Use when Phase 1 (research-direction-exploration) is complete and G1 gate has passed — subjects the research problem to adversarial defense-style questioning, classifies project intent, re-evaluates venue target, and produces a final feasibility ruling before any method design begins
"It's just data analysis, no need for validation" is the #1 reason Type D projects fail. DO NOT SKIP THIS PHASE. </IRON-LAW>
A direction that survived Phase 1 is a candidate, not a commitment. This skill stress-tests the research problem through adversarial questioning before resources are invested. Passing this skill is required to enter method design.

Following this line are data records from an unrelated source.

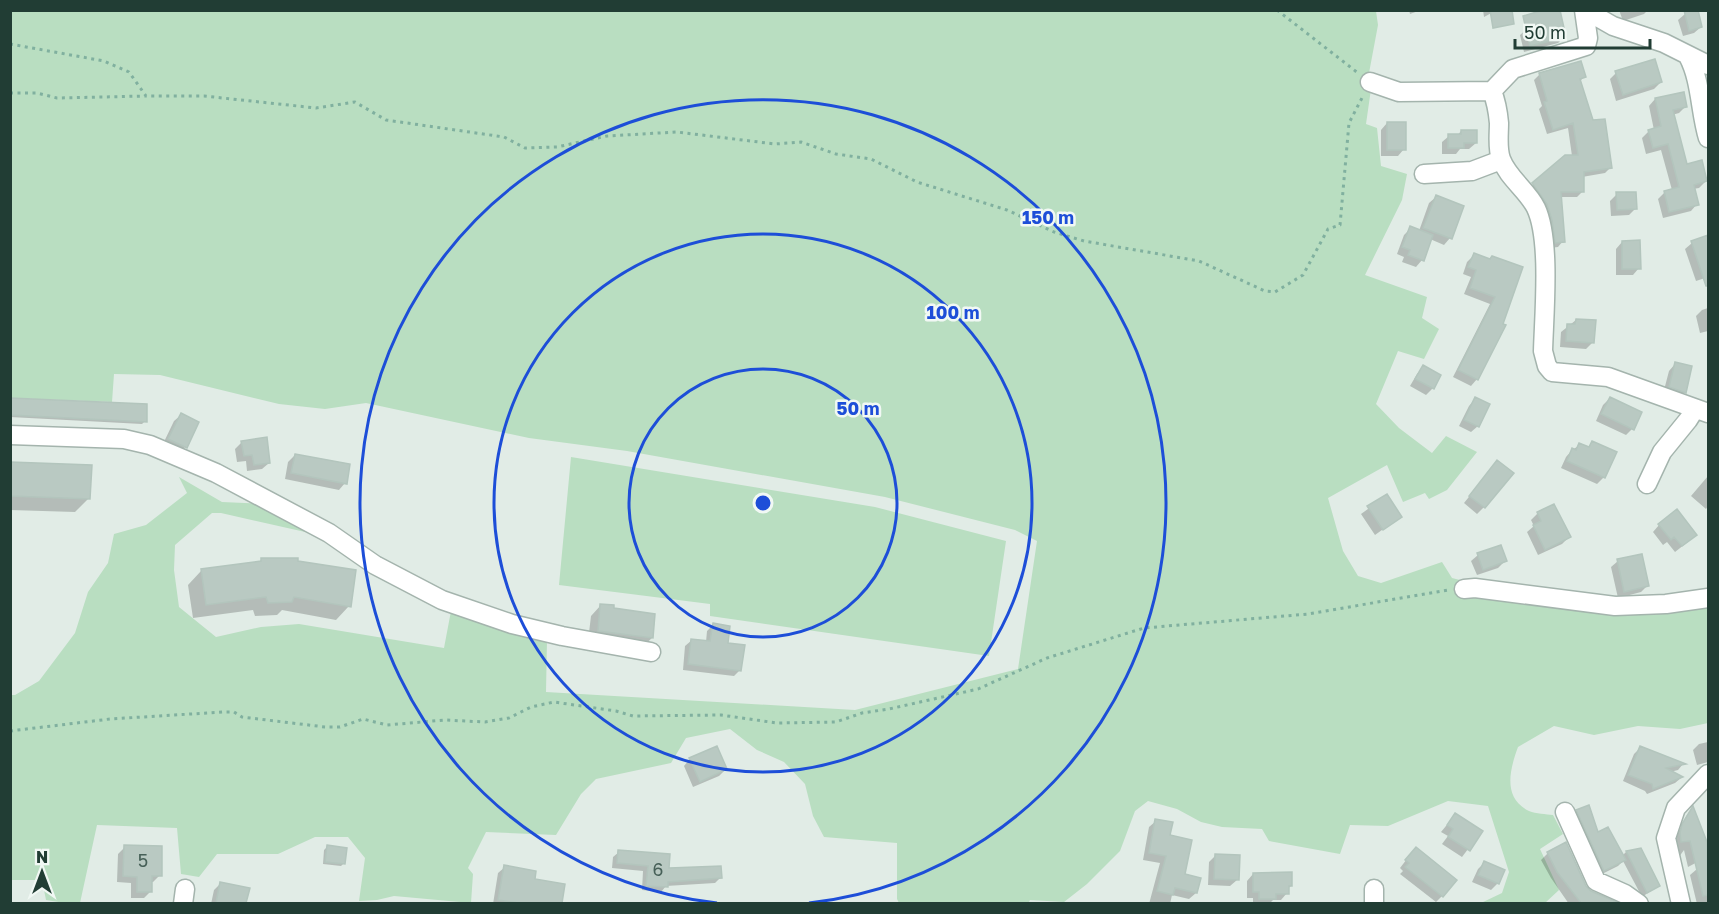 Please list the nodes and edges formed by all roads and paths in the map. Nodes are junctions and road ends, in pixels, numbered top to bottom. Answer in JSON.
{"nodes":[{"id":1,"x":1277,"y":10,"type":"edge"},
{"id":2,"x":1585,"y":10,"type":"edge"},
{"id":3,"x":10,"y":44,"type":"edge"},
{"id":4,"x":1688,"y":56,"type":"junction"},
{"id":5,"x":1708,"y":65,"type":"edge"},
{"id":6,"x":1370,"y":82,"type":"junction"},
{"id":7,"x":1492,"y":91,"type":"junction"},
{"id":8,"x":10,"y":93,"type":"edge"},
{"id":9,"x":147,"y":96,"type":"junction"},
{"id":10,"x":1708,"y":138,"type":"edge"},
{"id":11,"x":1502,"y":160,"type":"junction"},
{"id":12,"x":1424,"y":174,"type":"dead end"},
{"id":13,"x":1702,"y":411,"type":"edge"},
{"id":14,"x":10,"y":435,"type":"edge"},
{"id":15,"x":1647,"y":484,"type":"dead end"},
{"id":16,"x":1464,"y":589,"type":"joint"},
{"id":17,"x":1708,"y":598,"type":"edge"},
{"id":18,"x":651,"y":652,"type":"dead end"},
{"id":19,"x":10,"y":731,"type":"edge"},
{"id":20,"x":1708,"y":774,"type":"edge"},
{"id":21,"x":1565,"y":812,"type":"dead end"},
{"id":22,"x":1639,"y":903,"type":"edge"},
{"id":23,"x":1682,"y":903,"type":"edge"}],
"edges":[{"from":1,"to":6,"type":"path"},
{"from":2,"to":4,"type":"street"},
{"from":2,"to":7,"type":"street"},
{"from":3,"to":9,"type":"path"},
{"from":4,"to":5,"type":"street"},
{"from":4,"to":10,"type":"street"},
{"from":6,"to":7,"type":"street"},
{"from":6,"to":9,"type":"path"},
{"from":7,"to":11,"type":"street"},
{"from":8,"to":9,"type":"path"},
{"from":11,"to":12,"type":"street"},
{"from":11,"to":13,"type":"street"},
{"from":13,"to":15,"type":"street"},
{"from":14,"to":18,"type":"street"},
{"from":16,"to":17,"type":"street"},
{"from":16,"to":19,"type":"path"},
{"from":20,"to":23,"type":"street"},
{"from":21,"to":22,"type":"street"}]}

<HARD-GATE> Do NOT proceed to method design, experiment planning, or any Phase 3 activity until every item in the Feasibility Gate at the end of this skill is ✅ and the user has explicitly approved. No exceptions. </HARD-GATE>digraph problem_validation {
"G1 Passed" [shape=doublecircle];
"Pre-Step:\nKnown answer?\nUser-specified?" [shape=diamond, style=filled, fillcolor="#f0f0f0"];
"Tell user &\noffer alternatives" [shape=box];
"Novelty\nLitmus Test" [shape=box, style=filled, fillcolor="#ffe0e0"];
"Multi-Agent\nDeliberation\n(up to 5 rounds)" [shape=box, style=filled, fillcolor="#ffe0e0"];
"Converged?" [shape=diamond];
"Escalation:\nUser decides" [shape=box, style=filled, fillcolor="#ff9999"];
"Project Intent\nClassification" [shape=box, style=filled, fillcolor="#e0e0ff"];
"Venue Target\nPrecision" [shape=box, style=filled, fillcolor="#e0ffe0"];
"Feasibility\nAssessment" [shape=box, style=filled, fillcolor="#fff0d0"];
"All passed?" [shape=diamond];
"Phase 3:\nMethod Design" [shape=doublecircle];
"Return to\nPhase 1" [shape=doublecircle, style=filled, fillcolor="#ffcccc"];
"G1 Passed" -> "Pre-Step:\nKnown answer?\nUser-specified?";
"Pre-Step:\nKnown answer?\nUser-specified?" -> "Tell user &\noffer alternatives" [label="known answer"];
"Pre-Step:\nKnown answer?\nUser-specified?" -> "Novelty\nLitmus Test" [label="proceed"];
"Tell user &\noffer alternatives" -> "Novelty\nLitmus Test" [label="user chooses\nnew question"];
"Novelty\nLitmus Test" -> "Multi-Agent\nDeliberation\n(up to 5 rounds)";
"Multi-Agent\nDeliberation\n(up to 5 rounds)" -> "Converged?";
"Converged?" -> "Project Intent\nClassification" [label="all PASS"];
"Converged?" -> "Escalation:\nUser decides" [label="persistent FAIL\nor 5 rounds"];
"Escalation:\nUser decides" -> "Return to\nPhase 1" [label="return to\nexploration"];
"Escalation:\nUser decides" -> "Multi-Agent\nDeliberation\n(up to 5 rounds)" [label="try new\nformulation"];
"Escalation:\nUser decides" -> "Project Intent\nClassification" [label="proceed\nas-is"];
"Project Intent\nClassification" -> "Venue Target\nPrecision";
"Venue Target\nPrecision" -> "Feasibility\nAssessment";
"Feasibility\nAssessment" -> "All passed?";
"All passed?" -> "Phase 3:\nMethod Design" [label="all ✅"];
"All passed?" -> "Escalation:\nUser decides" [label="any ✗"];
}
If the user returns to Phase 2 from Phase 4a exploration (because the data or baseline results revealed the research question is wrong), do NOT start from scratch:
docs/05_execution/phase4a-exploration-report.md)This return path ensures that exploration insights directly feed into a better research question, rather than being wasted.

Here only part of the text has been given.